===== EXERCISE INPUTS =====
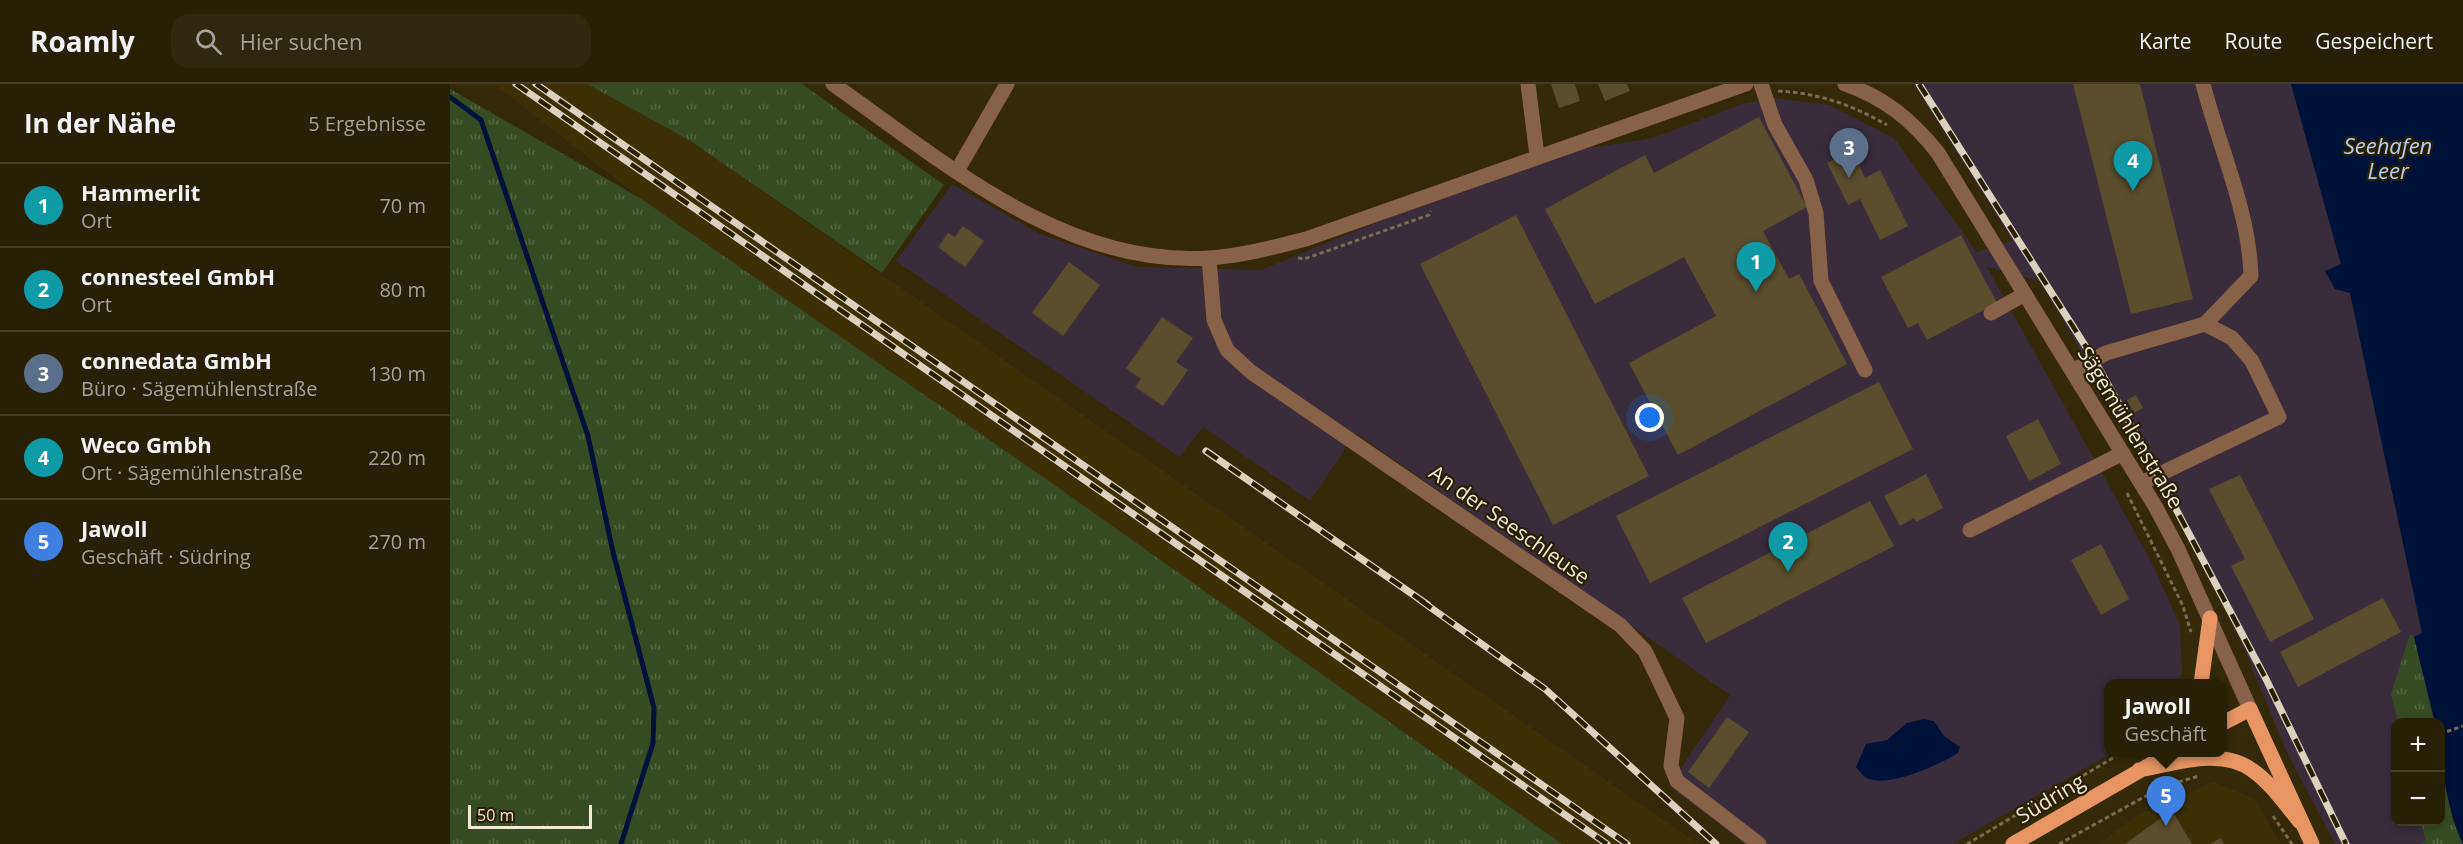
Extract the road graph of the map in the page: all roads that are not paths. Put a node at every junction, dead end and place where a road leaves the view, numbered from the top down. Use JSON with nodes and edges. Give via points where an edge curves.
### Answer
{"nodes":[{"id":1,"x":833,"y":84,"type":"edge"},
{"id":2,"x":1007,"y":84,"type":"edge"},
{"id":3,"x":1528,"y":84,"type":"edge"},
{"id":4,"x":1746,"y":84,"type":"edge"},
{"id":5,"x":1761,"y":84,"type":"edge"},
{"id":6,"x":1845,"y":84,"type":"edge"},
{"id":7,"x":2203,"y":84,"type":"edge"},
{"id":8,"x":1537,"y":156,"type":"junction"},
{"id":9,"x":957,"y":171,"type":"junction"},
{"id":10,"x":1209,"y":258,"type":"junction"},
{"id":11,"x":2025,"y":294,"type":"junction"},
{"id":12,"x":1991,"y":313,"type":"dead end"},
{"id":13,"x":2205,"y":324,"type":"junction"},
{"id":14,"x":1865,"y":370,"type":"dead end"},
{"id":15,"x":2072,"y":370,"type":"junction"},
{"id":16,"x":2123,"y":453,"type":"junction"},
{"id":17,"x":2141,"y":483,"type":"junction"},
{"id":18,"x":1970,"y":530,"type":"dead end"},
{"id":19,"x":2210,"y":618,"type":"junction"},
{"id":20,"x":2202,"y":679,"type":"edge"},
{"id":21,"x":2250,"y":709,"type":"junction"},
{"id":22,"x":2227,"y":721,"type":"edge"},
{"id":23,"x":2149,"y":757,"type":"edge"},
{"id":24,"x":2164,"y":757,"type":"edge"},
{"id":25,"x":2139,"y":770,"type":"junction"},
{"id":26,"x":2300,"y":822,"type":"junction"},
{"id":27,"x":1759,"y":844,"type":"edge"},
{"id":28,"x":2013,"y":844,"type":"edge"},
{"id":29,"x":2312,"y":844,"type":"edge"}],
"edges":[{"from":1,"to":9,"type":"street"},
{"from":2,"to":9,"type":"street"},
{"from":3,"to":8,"type":"street"},
{"from":4,"to":8,"type":"street"},
{"from":5,"to":14,"type":"street","via":[[1775,125],[1806,180],[1816,213],[1821,281]]},
{"from":6,"to":11,"type":"street","name":"Sägemühlenstraße","via":[[1896,109],[1919,129],[1938,153]]},
{"from":7,"to":13,"type":"street","via":[[2251,250],[2251,276]]},
{"from":8,"to":10,"type":"street","via":[[1306,239]]},
{"from":9,"to":10,"type":"street","via":[[1062,232],[1164,258]]},
{"from":10,"to":27,"type":"street","name":"An der Seeschleuse","via":[[1214,320],[1227,350],[1251,372],[1620,626],[1645,651],[1677,718],[1671,766],[1677,781]]},
{"from":11,"to":12,"type":"street"},
{"from":11,"to":15,"type":"street","name":"Sägemühlenstraße"},
{"from":13,"to":15,"type":"street","via":[[2106,353]]},
{"from":13,"to":17,"type":"street","via":[[2232,338],[2252,361],[2278,417]]},
{"from":15,"to":16,"type":"street","name":"Sägemühlenstraße"},
{"from":16,"to":17,"type":"street","name":"Sägemühlenstraße"},
{"from":16,"to":18,"type":"street"},
{"from":17,"to":19,"type":"street","name":"Sägemühlenstraße"},
{"from":19,"to":20,"type":"main road"},
{"from":19,"to":21,"type":"street","name":"Sägemühlenstraße"},
{"from":21,"to":22,"type":"main road"},
{"from":21,"to":26,"type":"main road","name":"Sägemühlenstraße"},
{"from":23,"to":25,"type":"main road"},
{"from":24,"to":25,"type":"main road","name":"Südring"},
{"from":25,"to":26,"type":"main road","name":"Südring","via":[[2213,757],[2228,759],[2265,780]]},
{"from":25,"to":28,"type":"main road","name":"Südring"},
{"from":26,"to":29,"type":"main road","name":"Sägemühlenstraße"}]}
=====
▶ _EXERCISE BRIEF_
Could you restate the material word for word, skipping any pictures it holds?

▶ _EXERCISE RESPONSE_
Extract the road graph of the map in the page: all roads that are not paths. Put a node at every junction, dead end and place where a road leaves the view, numbered from the top down. Use JSON with nodes and edges. Give via points where an edge curves.
### Answer
{"nodes":[{"id":1,"x":833,"y":84,"type":"edge"},
{"id":2,"x":1007,"y":84,"type":"edge"},
{"id":3,"x":1528,"y":84,"type":"edge"},
{"id":4,"x":1746,"y":84,"type":"edge"},
{"id":5,"x":1761,"y":84,"type":"edge"},
{"id":6,"x":1845,"y":84,"type":"edge"},
{"id":7,"x":2203,"y":84,"type":"edge"},
{"id":8,"x":1537,"y":156,"type":"junction"},
{"id":9,"x":957,"y":171,"type":"junction"},
{"id":10,"x":1209,"y":258,"type":"junction"},
{"id":11,"x":2025,"y":294,"type":"junction"},
{"id":12,"x":1991,"y":313,"type":"dead end"},
{"id":13,"x":2205,"y":324,"type":"junction"},
{"id":14,"x":1865,"y":370,"type":"dead end"},
{"id":15,"x":2072,"y":370,"type":"junction"},
{"id":16,"x":2123,"y":453,"type":"junction"},
{"id":17,"x":2141,"y":483,"type":"junction"},
{"id":18,"x":1970,"y":530,"type":"dead end"},
{"id":19,"x":2210,"y":618,"type":"junction"},
{"id":20,"x":2202,"y":679,"type":"edge"},
{"id":21,"x":2250,"y":709,"type":"junction"},
{"id":22,"x":2227,"y":721,"type":"edge"},
{"id":23,"x":2149,"y":757,"type":"edge"},
{"id":24,"x":2164,"y":757,"type":"edge"},
{"id":25,"x":2139,"y":770,"type":"junction"},
{"id":26,"x":2300,"y":822,"type":"junction"},
{"id":27,"x":1759,"y":844,"type":"edge"},
{"id":28,"x":2013,"y":844,"type":"edge"},
{"id":29,"x":2312,"y":844,"type":"edge"}],
"edges":[{"from":1,"to":9,"type":"street"},
{"from":2,"to":9,"type":"street"},
{"from":3,"to":8,"type":"street"},
{"from":4,"to":8,"type":"street"},
{"from":5,"to":14,"type":"street","via":[[1775,125],[1806,180],[1816,213],[1821,281]]},
{"from":6,"to":11,"type":"street","name":"Sägemühlenstraße","via":[[1896,109],[1919,129],[1938,153]]},
{"from":7,"to":13,"type":"street","via":[[2251,250],[2251,276]]},
{"from":8,"to":10,"type":"street","via":[[1306,239]]},
{"from":9,"to":10,"type":"street","via":[[1062,232],[1164,258]]},
{"from":10,"to":27,"type":"street","name":"An der Seeschleuse","via":[[1214,320],[1227,350],[1251,372],[1620,626],[1645,651],[1677,718],[1671,766],[1677,781]]},
{"from":11,"to":12,"type":"street"},
{"from":11,"to":15,"type":"street","name":"Sägemühlenstraße"},
{"from":13,"to":15,"type":"street","via":[[2106,353]]},
{"from":13,"to":17,"type":"street","via":[[2232,338],[2252,361],[2278,417]]},
{"from":15,"to":16,"type":"street","name":"Sägemühlenstraße"},
{"from":16,"to":17,"type":"street","name":"Sägemühlenstraße"},
{"from":16,"to":18,"type":"street"},
{"from":17,"to":19,"type":"street","name":"Sägemühlenstraße"},
{"from":19,"to":20,"type":"main road"},
{"from":19,"to":21,"type":"street","name":"Sägemühlenstraße"},
{"from":21,"to":22,"type":"main road"},
{"from":21,"to":26,"type":"main road","name":"Sägemühlenstraße"},
{"from":23,"to":25,"type":"main road"},
{"from":24,"to":25,"type":"main road","name":"Südring"},
{"from":25,"to":26,"type":"main road","name":"Südring","via":[[2213,757],[2228,759],[2265,780]]},
{"from":25,"to":28,"type":"main road","name":"Südring"},
{"from":26,"to":29,"type":"main road","name":"Sägemühlenstraße"}]}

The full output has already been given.